# Provided entries
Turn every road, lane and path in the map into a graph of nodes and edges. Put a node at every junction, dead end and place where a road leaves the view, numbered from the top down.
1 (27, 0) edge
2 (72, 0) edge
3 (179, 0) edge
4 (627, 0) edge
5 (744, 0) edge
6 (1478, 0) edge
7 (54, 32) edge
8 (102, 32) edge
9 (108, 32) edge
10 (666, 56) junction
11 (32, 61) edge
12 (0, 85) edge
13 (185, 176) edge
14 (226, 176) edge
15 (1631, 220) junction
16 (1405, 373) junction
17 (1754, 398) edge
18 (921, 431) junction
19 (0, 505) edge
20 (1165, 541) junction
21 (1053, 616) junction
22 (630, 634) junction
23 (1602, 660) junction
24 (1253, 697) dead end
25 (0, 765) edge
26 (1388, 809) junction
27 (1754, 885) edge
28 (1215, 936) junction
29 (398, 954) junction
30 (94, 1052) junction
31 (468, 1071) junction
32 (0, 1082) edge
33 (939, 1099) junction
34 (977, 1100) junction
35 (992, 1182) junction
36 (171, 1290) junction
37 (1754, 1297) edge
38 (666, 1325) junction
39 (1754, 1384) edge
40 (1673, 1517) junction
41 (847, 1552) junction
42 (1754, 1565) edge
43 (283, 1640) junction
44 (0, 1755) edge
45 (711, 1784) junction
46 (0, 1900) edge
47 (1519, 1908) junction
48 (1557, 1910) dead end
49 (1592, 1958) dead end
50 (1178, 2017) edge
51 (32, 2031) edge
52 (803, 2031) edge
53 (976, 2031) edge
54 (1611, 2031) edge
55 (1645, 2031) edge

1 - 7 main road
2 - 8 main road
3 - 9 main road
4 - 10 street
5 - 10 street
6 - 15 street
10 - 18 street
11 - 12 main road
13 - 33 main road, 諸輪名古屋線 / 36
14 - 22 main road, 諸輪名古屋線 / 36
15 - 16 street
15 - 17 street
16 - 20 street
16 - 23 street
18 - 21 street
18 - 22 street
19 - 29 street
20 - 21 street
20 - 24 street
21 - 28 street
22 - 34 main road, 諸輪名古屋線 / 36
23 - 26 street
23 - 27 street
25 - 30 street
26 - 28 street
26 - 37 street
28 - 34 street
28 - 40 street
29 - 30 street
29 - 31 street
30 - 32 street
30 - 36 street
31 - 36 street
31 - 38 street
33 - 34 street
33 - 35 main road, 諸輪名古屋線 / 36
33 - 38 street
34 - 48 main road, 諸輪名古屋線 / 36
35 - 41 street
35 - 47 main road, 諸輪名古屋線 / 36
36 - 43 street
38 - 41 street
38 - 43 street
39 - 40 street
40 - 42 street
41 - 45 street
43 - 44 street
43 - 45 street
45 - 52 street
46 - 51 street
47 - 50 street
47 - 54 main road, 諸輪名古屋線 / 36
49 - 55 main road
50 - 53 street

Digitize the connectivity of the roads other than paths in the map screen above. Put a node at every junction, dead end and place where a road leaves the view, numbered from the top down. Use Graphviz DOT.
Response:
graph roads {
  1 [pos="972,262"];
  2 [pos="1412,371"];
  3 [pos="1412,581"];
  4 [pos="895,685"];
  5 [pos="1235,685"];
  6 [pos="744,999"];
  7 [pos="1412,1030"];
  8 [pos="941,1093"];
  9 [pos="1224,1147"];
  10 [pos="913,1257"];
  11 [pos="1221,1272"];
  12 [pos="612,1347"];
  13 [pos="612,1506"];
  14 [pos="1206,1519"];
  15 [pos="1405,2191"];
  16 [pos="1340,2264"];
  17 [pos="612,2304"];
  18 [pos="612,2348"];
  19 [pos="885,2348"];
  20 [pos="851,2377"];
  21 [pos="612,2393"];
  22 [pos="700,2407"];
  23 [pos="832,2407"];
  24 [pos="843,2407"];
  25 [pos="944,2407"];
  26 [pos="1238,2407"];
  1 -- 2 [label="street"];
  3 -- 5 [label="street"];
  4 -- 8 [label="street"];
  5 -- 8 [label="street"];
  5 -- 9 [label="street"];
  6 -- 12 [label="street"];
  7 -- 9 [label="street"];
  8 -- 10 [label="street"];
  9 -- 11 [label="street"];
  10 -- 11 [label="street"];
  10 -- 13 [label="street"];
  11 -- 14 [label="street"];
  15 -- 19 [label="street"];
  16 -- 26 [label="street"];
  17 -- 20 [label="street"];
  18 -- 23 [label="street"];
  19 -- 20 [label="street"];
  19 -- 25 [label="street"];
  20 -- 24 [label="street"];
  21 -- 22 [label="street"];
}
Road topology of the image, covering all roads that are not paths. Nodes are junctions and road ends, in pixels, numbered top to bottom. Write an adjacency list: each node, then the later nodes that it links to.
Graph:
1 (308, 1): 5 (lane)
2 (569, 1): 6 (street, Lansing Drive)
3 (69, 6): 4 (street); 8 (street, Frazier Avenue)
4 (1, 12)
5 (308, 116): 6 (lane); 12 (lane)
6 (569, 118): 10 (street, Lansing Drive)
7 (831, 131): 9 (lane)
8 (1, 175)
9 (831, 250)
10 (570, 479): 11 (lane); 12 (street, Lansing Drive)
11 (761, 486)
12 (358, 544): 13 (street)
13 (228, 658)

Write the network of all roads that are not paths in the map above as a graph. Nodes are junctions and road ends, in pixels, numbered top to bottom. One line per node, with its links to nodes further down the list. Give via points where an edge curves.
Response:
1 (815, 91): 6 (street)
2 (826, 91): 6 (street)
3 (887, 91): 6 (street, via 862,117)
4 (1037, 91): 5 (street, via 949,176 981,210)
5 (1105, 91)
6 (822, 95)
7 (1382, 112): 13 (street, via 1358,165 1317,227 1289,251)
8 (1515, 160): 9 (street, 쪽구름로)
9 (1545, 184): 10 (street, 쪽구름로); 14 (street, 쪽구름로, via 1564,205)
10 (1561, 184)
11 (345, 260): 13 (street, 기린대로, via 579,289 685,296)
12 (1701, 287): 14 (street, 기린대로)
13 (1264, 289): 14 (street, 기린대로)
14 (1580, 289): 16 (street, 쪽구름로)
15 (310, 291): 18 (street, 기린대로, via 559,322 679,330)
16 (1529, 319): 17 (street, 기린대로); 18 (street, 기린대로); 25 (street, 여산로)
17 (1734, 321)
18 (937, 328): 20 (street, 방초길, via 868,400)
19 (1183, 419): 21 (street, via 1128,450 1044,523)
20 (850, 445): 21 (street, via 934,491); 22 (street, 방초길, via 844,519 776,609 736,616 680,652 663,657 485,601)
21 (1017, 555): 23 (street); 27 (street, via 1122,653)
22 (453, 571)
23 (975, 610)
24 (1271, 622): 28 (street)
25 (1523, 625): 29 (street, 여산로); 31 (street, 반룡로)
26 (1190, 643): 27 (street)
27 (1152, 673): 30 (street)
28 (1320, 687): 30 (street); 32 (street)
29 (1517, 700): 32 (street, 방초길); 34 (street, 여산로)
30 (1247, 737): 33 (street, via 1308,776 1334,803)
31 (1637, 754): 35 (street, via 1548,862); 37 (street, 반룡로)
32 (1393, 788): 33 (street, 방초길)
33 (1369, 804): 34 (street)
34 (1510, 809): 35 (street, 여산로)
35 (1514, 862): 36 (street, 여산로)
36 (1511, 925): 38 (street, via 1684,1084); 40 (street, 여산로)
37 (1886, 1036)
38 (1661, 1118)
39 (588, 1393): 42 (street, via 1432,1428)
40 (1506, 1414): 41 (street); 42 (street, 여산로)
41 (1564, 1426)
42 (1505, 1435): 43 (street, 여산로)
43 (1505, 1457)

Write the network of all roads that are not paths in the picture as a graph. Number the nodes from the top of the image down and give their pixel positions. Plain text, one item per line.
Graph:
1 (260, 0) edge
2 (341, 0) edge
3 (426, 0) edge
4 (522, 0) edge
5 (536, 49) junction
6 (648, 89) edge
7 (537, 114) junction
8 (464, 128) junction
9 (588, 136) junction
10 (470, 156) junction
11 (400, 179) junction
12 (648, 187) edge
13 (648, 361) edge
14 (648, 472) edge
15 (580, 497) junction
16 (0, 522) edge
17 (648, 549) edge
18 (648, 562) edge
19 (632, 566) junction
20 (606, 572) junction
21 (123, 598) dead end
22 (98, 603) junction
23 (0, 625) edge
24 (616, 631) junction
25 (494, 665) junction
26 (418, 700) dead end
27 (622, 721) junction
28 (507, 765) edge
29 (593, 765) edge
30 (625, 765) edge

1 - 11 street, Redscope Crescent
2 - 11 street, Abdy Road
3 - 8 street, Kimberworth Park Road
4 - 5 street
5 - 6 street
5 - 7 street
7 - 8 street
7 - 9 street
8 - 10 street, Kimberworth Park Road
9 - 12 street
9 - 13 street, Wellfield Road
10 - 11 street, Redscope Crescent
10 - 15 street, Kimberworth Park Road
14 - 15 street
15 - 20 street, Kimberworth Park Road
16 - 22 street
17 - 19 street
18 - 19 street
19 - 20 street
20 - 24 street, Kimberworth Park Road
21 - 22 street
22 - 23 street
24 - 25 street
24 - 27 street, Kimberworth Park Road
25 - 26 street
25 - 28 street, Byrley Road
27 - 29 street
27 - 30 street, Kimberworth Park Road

# Work order
Write out exactly the lines above from the line with "an edge curves." through the line with "item per line.", both of them included, and leave out all other lines.

# Solved problem
Write the network of all roads that are not paths in the map above as a graph. Nodes are junctions and road ends, in pixels, numbered top to bottom. One line per node, with its links to nodes further down the list. Give via points where an edge curves.
Response:
1 (815, 91): 6 (street)
2 (826, 91): 6 (street)
3 (887, 91): 6 (street, via 862,117)
4 (1037, 91): 5 (street, via 949,176 981,210)
5 (1105, 91)
6 (822, 95)
7 (1382, 112): 13 (street, via 1358,165 1317,227 1289,251)
8 (1515, 160): 9 (street, 쪽구름로)
9 (1545, 184): 10 (street, 쪽구름로); 14 (street, 쪽구름로, via 1564,205)
10 (1561, 184)
11 (345, 260): 13 (street, 기린대로, via 579,289 685,296)
12 (1701, 287): 14 (street, 기린대로)
13 (1264, 289): 14 (street, 기린대로)
14 (1580, 289): 16 (street, 쪽구름로)
15 (310, 291): 18 (street, 기린대로, via 559,322 679,330)
16 (1529, 319): 17 (street, 기린대로); 18 (street, 기린대로); 25 (street, 여산로)
17 (1734, 321)
18 (937, 328): 20 (street, 방초길, via 868,400)
19 (1183, 419): 21 (street, via 1128,450 1044,523)
20 (850, 445): 21 (street, via 934,491); 22 (street, 방초길, via 844,519 776,609 736,616 680,652 663,657 485,601)
21 (1017, 555): 23 (street); 27 (street, via 1122,653)
22 (453, 571)
23 (975, 610)
24 (1271, 622): 28 (street)
25 (1523, 625): 29 (street, 여산로); 31 (street, 반룡로)
26 (1190, 643): 27 (street)
27 (1152, 673): 30 (street)
28 (1320, 687): 30 (street); 32 (street)
29 (1517, 700): 32 (street, 방초길); 34 (street, 여산로)
30 (1247, 737): 33 (street, via 1308,776 1334,803)
31 (1637, 754): 35 (street, via 1548,862); 37 (street, 반룡로)
32 (1393, 788): 33 (street, 방초길)
33 (1369, 804): 34 (street)
34 (1510, 809): 35 (street, 여산로)
35 (1514, 862): 36 (street, 여산로)
36 (1511, 925): 38 (street, via 1684,1084); 40 (street, 여산로)
37 (1886, 1036)
38 (1661, 1118)
39 (588, 1393): 42 (street, via 1432,1428)
40 (1506, 1414): 41 (street); 42 (street, 여산로)
41 (1564, 1426)
42 (1505, 1435): 43 (street, 여산로)
43 (1505, 1457)

Write the network of all roads that are not paths in the picture as a graph. Number the nodes from the top of the image down and give their pixel positions. Plain text, one item per line.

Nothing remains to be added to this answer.